══ Record excerpts ══

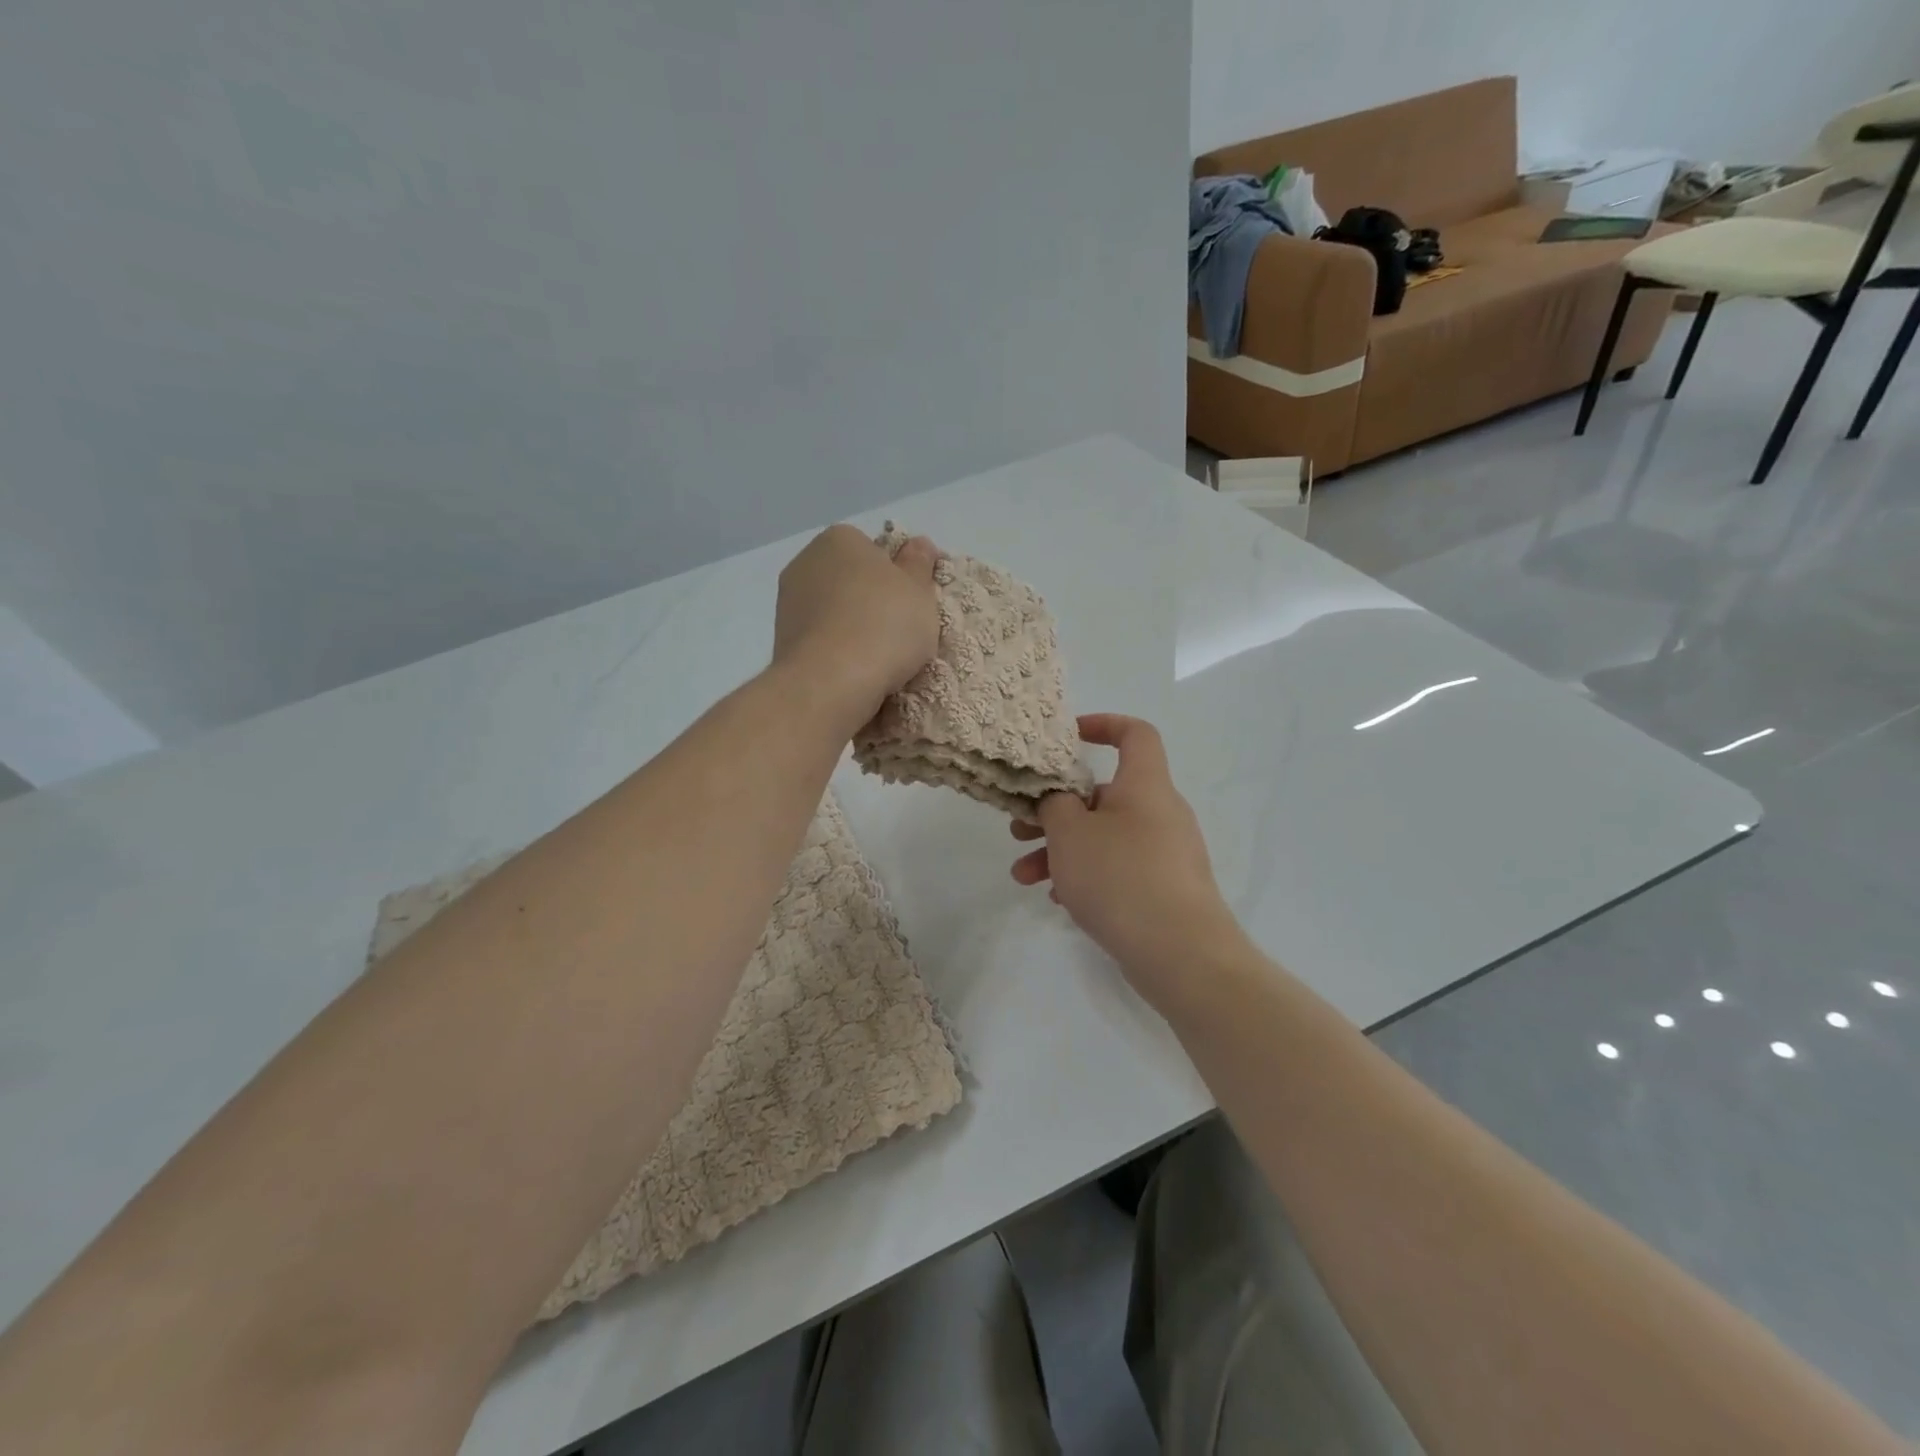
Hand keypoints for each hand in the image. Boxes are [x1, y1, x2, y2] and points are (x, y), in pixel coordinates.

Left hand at [773, 524, 939, 729]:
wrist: (830, 683)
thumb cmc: (884, 626)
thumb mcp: (920, 591)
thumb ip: (919, 564)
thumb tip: (918, 544)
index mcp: (839, 539)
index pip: (873, 550)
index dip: (896, 576)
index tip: (912, 603)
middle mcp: (805, 563)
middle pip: (850, 580)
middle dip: (872, 601)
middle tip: (901, 631)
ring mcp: (788, 603)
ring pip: (834, 612)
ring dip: (853, 628)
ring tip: (879, 659)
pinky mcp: (781, 641)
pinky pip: (821, 640)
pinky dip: (837, 651)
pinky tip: (854, 672)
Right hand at [1010, 714, 1244, 1008]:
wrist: (1182, 954)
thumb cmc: (1121, 877)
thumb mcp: (1070, 833)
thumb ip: (1054, 804)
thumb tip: (1058, 799)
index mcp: (1145, 785)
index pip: (1135, 734)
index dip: (1104, 725)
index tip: (1070, 737)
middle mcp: (1159, 812)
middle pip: (1103, 795)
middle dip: (1055, 810)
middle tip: (1018, 828)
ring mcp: (1165, 853)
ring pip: (1104, 837)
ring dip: (1061, 850)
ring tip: (1023, 876)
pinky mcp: (1164, 888)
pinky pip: (1118, 868)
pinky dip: (1086, 874)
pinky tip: (1057, 899)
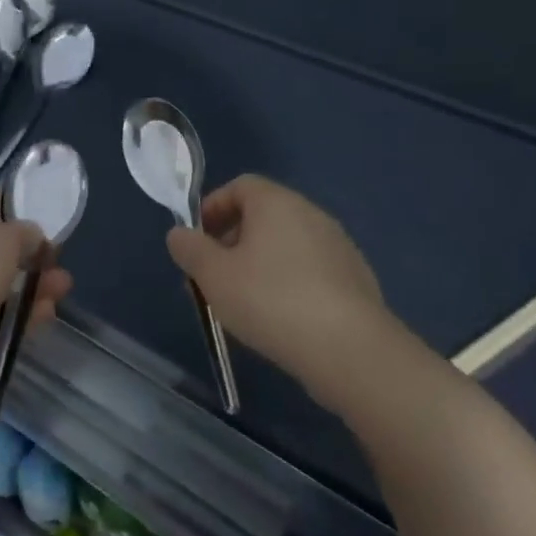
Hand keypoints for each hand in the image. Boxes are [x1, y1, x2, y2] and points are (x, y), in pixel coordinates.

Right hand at [166, 175, 406, 409]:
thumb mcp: (214, 276)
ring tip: (243, 303)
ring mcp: (339, 246)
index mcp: (277, 203)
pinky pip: (309, 270)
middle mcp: (311, 214)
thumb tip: (180, 234)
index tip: (197, 240)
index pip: (240, 186)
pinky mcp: (355, 279)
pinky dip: (288, 283)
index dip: (213, 208)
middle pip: (263, 215)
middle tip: (213, 277)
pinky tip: (280, 318)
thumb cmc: (271, 301)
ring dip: (259, 264)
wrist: (349, 349)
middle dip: (232, 241)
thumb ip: (191, 249)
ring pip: (286, 245)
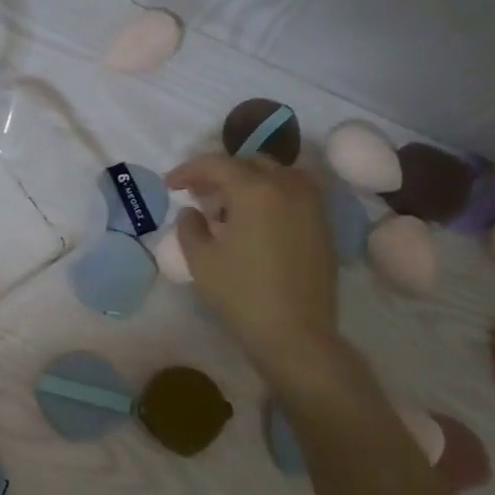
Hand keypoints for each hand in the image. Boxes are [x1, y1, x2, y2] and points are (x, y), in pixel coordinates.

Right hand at [165, 154, 339, 371]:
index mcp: (255, 190)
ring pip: (277, 175)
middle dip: (220, 174)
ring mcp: (312, 204)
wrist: (294, 331)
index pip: (217, 164)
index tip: (171, 184)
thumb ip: (190, 227)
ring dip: (249, 181)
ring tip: (229, 206)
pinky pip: (295, 193)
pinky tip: (256, 221)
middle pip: (249, 163)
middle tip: (198, 194)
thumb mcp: (201, 260)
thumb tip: (192, 213)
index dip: (189, 170)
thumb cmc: (241, 293)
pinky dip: (271, 195)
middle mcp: (288, 186)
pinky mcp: (323, 224)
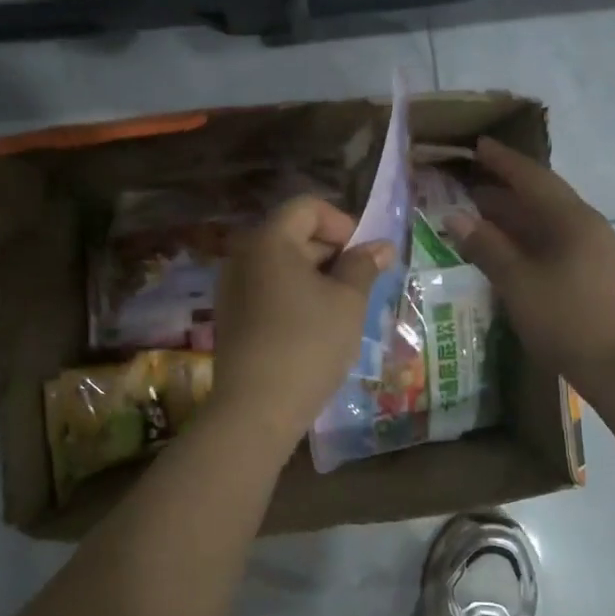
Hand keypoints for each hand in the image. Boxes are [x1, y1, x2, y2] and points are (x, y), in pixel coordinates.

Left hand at [212, 196, 393, 445]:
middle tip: (361, 283)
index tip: (364, 255)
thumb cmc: (309, 344)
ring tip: (343, 307)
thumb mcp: (347, 302)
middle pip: (293, 233)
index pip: (308, 207)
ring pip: (282, 264)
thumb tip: (382, 246)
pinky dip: (295, 295)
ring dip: (316, 275)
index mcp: (269, 240)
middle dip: (332, 251)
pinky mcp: (232, 315)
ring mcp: (232, 287)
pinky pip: (268, 289)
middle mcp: (243, 255)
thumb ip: (364, 266)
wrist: (256, 408)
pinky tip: (316, 325)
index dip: (342, 222)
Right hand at [448, 137, 614, 399]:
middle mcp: (592, 228)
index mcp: (573, 221)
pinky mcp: (605, 278)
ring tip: (485, 220)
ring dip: (519, 219)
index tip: (479, 146)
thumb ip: (487, 247)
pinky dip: (533, 242)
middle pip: (545, 199)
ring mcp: (603, 253)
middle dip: (507, 192)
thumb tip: (456, 216)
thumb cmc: (569, 322)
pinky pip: (562, 246)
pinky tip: (517, 256)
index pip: (533, 179)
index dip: (504, 162)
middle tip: (470, 187)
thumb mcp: (519, 284)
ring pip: (553, 225)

═══

§ What you are asked to do: Your output should be the lines above from the one that contains "middle tip: (901, 631)" through the one that contains "wrist: (349, 349)", word for word, with pictures left out.

§ Answer to the problem:
middle tip: (901, 631)
ring mcp: (788, 603)
ring pip: (834, 612)
ring dip: (853, 628)
ring tip: (879, 659)
pinky mcp: (781, 641)
pinky pip: (821, 640)
pinky dip: (837, 651)
pinky tip: (854, 672)
Right hand at [1010, 714, 1244, 1008]:
wrist: (1182, 954)
thumb cmc: (1121, 877)
thumb mcp: (1070, 833)
thumb ip: (1054, 804)
thumb tip: (1058, 799)
index mcp: (1145, 785)
index pip: (1135, 734)
index dip: (1104, 725)
index tip: (1070, 737)
middle mcp: (1159, 812)
middle pip: (1103, 795)
middle dip: (1055, 810)
middle tip: (1018, 828)
ring mcp: (1165, 853)
ring pip: (1104, 837)
ring dip: (1061, 850)
ring tip: (1023, 876)
pinky mcp: (1164, 888)
pinky pip: (1118, 868)
pinky dip: (1086, 874)
pinky tip: (1057, 899)
Hand keypoints for each hand in the image. Boxes are [x1, y1, x2, y2] and points are (x, y), in pixel coordinates.

Right hand at [166, 175, 406, 409]:
thumb mcp: (214, 276)
ring tip: (243, 303)
ring mcp: (339, 246)
index mcp: (277, 203)
pinky pip: (309, 270)
middle mcp: (311, 214)
thumb tip: (180, 234)
index tip: (197, 240)
index pip: (240, 186)
pinky mcp: (355, 279)
pinky dip: (288, 283)
index dip: (213, 208)
middle pip: (263, 215)
middle tip: (213, 277)
pinky tip: (280, 318)
thumb cmc: (271, 301)
ring dip: (259, 264)
wrist: (349, 349)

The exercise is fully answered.